### [Data for processing]
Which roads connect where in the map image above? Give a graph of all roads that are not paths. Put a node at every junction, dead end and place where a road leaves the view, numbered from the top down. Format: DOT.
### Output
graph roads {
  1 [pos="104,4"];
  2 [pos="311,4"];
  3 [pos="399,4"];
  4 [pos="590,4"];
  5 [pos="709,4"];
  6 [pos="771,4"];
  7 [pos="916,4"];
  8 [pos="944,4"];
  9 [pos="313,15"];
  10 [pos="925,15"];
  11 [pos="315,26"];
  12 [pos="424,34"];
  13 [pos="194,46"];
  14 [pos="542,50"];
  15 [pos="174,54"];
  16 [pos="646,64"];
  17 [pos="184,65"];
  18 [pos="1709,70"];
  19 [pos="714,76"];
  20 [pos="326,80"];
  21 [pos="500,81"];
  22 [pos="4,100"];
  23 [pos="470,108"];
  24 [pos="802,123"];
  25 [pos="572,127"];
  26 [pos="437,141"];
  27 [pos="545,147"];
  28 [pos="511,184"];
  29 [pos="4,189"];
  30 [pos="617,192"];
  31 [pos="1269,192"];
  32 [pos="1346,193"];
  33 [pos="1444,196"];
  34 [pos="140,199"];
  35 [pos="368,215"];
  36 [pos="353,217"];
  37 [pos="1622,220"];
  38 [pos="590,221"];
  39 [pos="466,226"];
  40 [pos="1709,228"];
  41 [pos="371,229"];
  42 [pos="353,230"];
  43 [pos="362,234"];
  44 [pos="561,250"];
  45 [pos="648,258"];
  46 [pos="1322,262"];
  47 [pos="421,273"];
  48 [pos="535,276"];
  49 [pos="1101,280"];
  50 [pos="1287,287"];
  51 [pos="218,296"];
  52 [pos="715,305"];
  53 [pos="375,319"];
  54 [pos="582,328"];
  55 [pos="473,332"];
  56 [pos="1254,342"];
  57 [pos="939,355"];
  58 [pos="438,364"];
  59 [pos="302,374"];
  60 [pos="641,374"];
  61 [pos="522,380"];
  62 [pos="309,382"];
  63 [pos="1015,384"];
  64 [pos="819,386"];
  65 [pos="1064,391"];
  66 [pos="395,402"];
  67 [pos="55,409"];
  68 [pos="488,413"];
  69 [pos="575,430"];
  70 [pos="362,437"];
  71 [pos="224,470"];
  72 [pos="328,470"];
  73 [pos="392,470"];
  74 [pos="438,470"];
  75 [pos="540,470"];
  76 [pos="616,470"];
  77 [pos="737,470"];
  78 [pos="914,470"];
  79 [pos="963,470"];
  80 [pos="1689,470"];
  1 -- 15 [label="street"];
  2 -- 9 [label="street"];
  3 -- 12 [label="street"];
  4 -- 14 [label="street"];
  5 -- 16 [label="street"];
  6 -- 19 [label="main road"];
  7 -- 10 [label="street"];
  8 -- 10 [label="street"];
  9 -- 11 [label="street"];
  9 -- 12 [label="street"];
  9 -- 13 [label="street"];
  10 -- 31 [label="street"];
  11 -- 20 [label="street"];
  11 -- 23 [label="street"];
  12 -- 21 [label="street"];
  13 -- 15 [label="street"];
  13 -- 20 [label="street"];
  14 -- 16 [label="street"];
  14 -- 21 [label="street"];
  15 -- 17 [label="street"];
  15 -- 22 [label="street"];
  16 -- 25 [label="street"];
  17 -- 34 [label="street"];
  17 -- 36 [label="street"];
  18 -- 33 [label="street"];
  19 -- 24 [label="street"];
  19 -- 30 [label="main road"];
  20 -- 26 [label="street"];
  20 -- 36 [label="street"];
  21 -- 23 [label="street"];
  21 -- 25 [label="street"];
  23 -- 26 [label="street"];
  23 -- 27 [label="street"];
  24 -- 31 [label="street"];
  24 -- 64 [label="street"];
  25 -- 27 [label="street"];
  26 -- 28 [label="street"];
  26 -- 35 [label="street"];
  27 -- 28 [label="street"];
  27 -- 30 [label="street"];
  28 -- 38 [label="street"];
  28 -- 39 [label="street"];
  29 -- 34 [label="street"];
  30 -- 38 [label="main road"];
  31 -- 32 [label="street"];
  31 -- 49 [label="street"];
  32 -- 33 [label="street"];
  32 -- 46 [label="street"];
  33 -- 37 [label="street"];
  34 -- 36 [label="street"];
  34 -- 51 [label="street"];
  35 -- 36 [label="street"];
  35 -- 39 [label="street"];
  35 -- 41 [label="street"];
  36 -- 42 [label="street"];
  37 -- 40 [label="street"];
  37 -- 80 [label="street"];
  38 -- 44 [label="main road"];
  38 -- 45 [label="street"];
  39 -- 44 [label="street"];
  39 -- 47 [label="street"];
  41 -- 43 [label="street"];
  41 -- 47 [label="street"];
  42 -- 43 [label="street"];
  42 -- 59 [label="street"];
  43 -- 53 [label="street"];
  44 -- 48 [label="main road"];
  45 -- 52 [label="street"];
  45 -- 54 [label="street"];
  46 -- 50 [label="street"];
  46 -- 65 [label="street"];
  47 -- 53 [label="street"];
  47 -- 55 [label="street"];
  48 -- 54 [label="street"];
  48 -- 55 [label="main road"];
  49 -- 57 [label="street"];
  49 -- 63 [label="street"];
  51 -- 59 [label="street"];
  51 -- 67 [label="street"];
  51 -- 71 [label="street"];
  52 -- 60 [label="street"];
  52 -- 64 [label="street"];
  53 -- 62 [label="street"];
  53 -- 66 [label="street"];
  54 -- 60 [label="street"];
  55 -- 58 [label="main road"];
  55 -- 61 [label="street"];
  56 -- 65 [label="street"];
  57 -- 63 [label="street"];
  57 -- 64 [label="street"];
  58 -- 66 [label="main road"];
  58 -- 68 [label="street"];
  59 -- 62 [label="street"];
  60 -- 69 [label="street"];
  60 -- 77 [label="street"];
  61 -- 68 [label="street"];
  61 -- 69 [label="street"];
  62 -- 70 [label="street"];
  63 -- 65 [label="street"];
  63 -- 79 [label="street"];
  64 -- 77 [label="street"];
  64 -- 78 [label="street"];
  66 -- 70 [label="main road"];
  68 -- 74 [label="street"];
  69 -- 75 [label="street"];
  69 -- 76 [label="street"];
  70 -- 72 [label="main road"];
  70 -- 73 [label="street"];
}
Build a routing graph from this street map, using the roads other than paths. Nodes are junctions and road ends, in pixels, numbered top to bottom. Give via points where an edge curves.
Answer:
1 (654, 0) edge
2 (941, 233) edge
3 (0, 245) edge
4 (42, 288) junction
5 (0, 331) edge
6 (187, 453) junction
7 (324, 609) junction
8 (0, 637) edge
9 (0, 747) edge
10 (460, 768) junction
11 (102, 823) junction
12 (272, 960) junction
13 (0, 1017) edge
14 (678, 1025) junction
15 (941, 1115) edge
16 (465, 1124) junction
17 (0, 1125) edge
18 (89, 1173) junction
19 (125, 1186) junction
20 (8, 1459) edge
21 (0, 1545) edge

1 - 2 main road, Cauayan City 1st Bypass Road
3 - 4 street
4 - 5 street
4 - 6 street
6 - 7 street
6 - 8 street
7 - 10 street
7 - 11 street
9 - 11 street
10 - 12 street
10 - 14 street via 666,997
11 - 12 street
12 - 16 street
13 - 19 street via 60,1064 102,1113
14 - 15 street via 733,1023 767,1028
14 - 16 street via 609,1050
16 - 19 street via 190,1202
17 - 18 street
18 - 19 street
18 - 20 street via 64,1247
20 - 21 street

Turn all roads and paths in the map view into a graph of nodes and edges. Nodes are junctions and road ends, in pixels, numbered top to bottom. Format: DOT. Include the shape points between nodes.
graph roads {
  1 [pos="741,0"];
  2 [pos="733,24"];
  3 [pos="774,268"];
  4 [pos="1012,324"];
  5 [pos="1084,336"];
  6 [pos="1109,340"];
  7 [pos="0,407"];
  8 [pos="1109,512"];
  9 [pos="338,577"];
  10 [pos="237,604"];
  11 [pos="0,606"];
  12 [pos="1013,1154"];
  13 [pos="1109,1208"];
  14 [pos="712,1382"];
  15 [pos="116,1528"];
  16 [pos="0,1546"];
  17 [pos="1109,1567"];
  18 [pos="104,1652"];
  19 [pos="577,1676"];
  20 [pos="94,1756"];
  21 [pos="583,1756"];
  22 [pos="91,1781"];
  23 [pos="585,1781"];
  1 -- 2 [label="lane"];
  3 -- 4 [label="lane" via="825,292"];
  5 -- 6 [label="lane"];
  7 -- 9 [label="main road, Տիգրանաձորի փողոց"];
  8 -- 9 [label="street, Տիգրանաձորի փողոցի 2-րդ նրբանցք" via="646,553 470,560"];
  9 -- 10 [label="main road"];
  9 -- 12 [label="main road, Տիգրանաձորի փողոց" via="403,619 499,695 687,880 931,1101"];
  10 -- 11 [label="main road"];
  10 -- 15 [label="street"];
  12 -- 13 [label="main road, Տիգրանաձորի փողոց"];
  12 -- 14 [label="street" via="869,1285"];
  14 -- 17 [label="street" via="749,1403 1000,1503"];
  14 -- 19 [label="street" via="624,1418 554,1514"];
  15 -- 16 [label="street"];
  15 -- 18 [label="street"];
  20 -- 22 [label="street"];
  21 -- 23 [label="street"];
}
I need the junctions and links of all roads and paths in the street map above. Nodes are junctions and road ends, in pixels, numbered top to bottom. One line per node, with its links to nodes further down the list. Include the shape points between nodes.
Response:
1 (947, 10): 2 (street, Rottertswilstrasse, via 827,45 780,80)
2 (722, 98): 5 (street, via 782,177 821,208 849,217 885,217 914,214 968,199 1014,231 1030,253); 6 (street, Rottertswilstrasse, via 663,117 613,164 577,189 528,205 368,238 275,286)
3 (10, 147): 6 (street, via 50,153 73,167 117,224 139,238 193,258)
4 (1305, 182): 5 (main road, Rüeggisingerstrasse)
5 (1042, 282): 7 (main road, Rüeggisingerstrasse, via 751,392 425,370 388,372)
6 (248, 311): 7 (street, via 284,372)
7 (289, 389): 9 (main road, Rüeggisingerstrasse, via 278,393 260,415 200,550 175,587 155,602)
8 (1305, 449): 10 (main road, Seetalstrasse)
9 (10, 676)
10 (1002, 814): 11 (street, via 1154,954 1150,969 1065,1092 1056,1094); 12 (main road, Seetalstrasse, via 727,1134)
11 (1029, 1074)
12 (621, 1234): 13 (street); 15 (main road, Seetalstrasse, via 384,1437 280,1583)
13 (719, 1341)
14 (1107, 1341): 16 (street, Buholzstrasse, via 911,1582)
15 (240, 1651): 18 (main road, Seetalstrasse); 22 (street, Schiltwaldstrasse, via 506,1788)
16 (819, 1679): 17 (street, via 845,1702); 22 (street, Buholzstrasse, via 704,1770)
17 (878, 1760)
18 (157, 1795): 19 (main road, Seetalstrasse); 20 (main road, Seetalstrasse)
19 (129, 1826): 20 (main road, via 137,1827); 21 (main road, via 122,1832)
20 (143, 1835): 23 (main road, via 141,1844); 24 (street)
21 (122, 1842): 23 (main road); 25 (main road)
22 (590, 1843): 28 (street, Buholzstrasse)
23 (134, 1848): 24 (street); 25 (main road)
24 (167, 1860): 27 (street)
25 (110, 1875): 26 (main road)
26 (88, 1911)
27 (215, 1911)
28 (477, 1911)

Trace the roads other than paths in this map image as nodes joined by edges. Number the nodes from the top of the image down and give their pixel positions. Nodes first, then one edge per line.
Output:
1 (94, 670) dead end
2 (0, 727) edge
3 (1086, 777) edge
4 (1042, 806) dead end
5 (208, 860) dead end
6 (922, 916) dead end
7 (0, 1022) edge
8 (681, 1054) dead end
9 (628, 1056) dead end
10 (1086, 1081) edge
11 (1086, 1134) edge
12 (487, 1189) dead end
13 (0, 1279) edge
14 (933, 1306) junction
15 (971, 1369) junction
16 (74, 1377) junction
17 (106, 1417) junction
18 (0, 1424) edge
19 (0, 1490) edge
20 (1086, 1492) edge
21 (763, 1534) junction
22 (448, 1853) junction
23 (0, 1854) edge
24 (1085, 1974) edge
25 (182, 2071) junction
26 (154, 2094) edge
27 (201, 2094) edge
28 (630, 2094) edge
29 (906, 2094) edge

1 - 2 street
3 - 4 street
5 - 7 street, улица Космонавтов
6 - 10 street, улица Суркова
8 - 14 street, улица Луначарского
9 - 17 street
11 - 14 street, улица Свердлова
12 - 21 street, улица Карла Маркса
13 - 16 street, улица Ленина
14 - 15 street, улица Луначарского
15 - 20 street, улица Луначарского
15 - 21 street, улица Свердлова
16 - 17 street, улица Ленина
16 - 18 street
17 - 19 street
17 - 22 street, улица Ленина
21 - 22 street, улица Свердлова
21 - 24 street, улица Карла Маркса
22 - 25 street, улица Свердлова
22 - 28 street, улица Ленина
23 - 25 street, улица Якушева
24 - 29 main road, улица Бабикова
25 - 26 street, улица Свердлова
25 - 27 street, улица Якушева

### [Assigned task]
Each line that contains the string "Луначарского" should be copied from the data above.

### [Exercise result]
8 - 14 street, улица Луначарского
14 - 15 street, улица Луначарского
15 - 20 street, улица Луначарского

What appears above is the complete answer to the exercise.